Ce serait tellement simple, de s'y plonger.
Peut-être, devrait-il essayer.
Mais Jack ne veut plus, ne peut plus.
Il a appris, il a été trahi, et il fuit.
Sa propre flamme est tarie.
La flamme du Docteur vacille lorsque Jack se détourne, ses mots taquins mais fermes ne laissant aucun doute quant à l'étendue de la faille qui s'est créée entre les deux alliés.
La flamme de Jack tremblote et clignote alors qu'il s'éloigne, hésitant et chancelant et protestant.
Ne devrait-il pas au moins essayer ?
Mais que reste-t-il à tenter ?
Sa vie sur le Tardis est terminée.
Cette page est à tourner.
Le Docteur sent sa propre flamme tituber quelques instants, ses mains se contractant en même temps qu'il sert les dents.
Mais pourquoi Jack serait-il resté ?
Quelles raisons lui a-t-il données ?
Il n'est bon pour personne, il le sait.
Et pourtant, il demeure blessé.
Et pourtant, il ne va pas le chercher.
Deux cœurs brisés, deux flammes soufflées, ou vraiment ?
Car deux âmes si semblables ne peuvent s'ignorer pour toujours, leurs flammes sont trop identiques pour ne pas se retrouver, nées chacune dans les feux de la guerre, le chagrin et la peine, deux immortels, seuls au monde sans aucun autre être parallèle.

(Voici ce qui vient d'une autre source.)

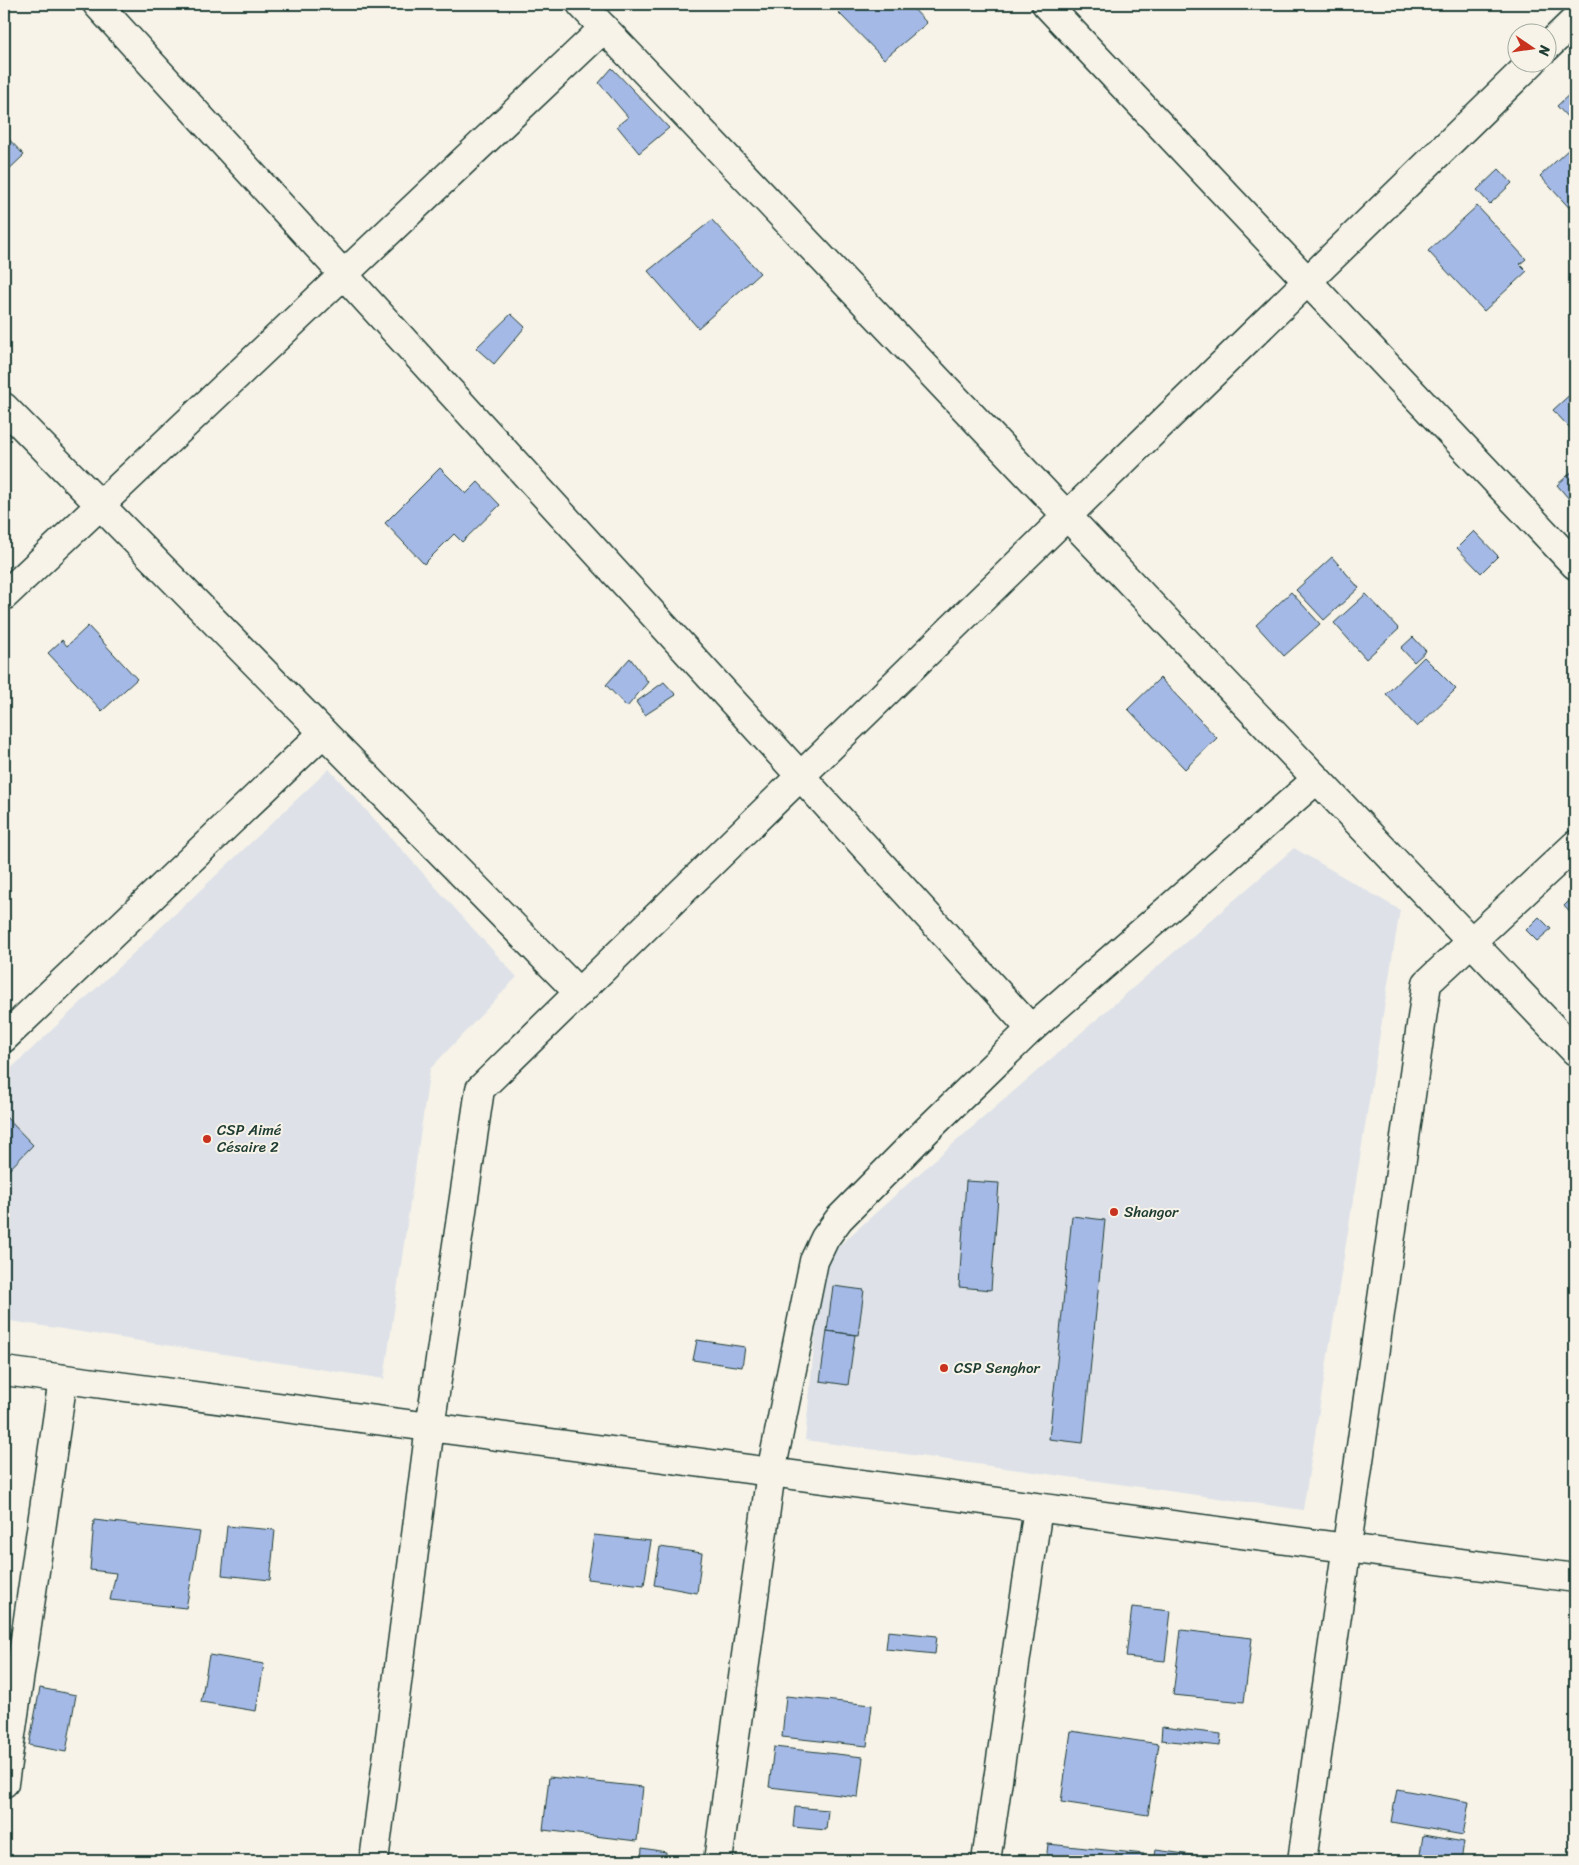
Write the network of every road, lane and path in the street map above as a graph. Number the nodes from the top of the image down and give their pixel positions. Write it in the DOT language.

Ils ont besoin de la flamme de l'autre pour se soutenir, et se souvenir, se souvenir du passé, et du temps aimé, se souvenir de ce qu'ils ont été, et ce qui pourrait, si seulement ils voulaient tenter.
Leurs flammes sont si identiques, et si éloignées, Jack ne fait que le regretter, son Docteur lui manque, mais le deuil doit être fait.
La flamme n'est plus, elle s'est résorbée, pour se transformer.
La question est, peut-il l'accepter ?
Dehors, le Docteur l'attend, patient.
Le Docteur sait, qu'il l'a blessé, qu'il l'a brisé, il a mérité son rejet.
Il ne peut qu'espérer.
En lui, la flamme renait.
Un jour, tout sera réparé.
Il ne peut qu'espérer.
Si seulement, il parvenait à vraiment s'excuser.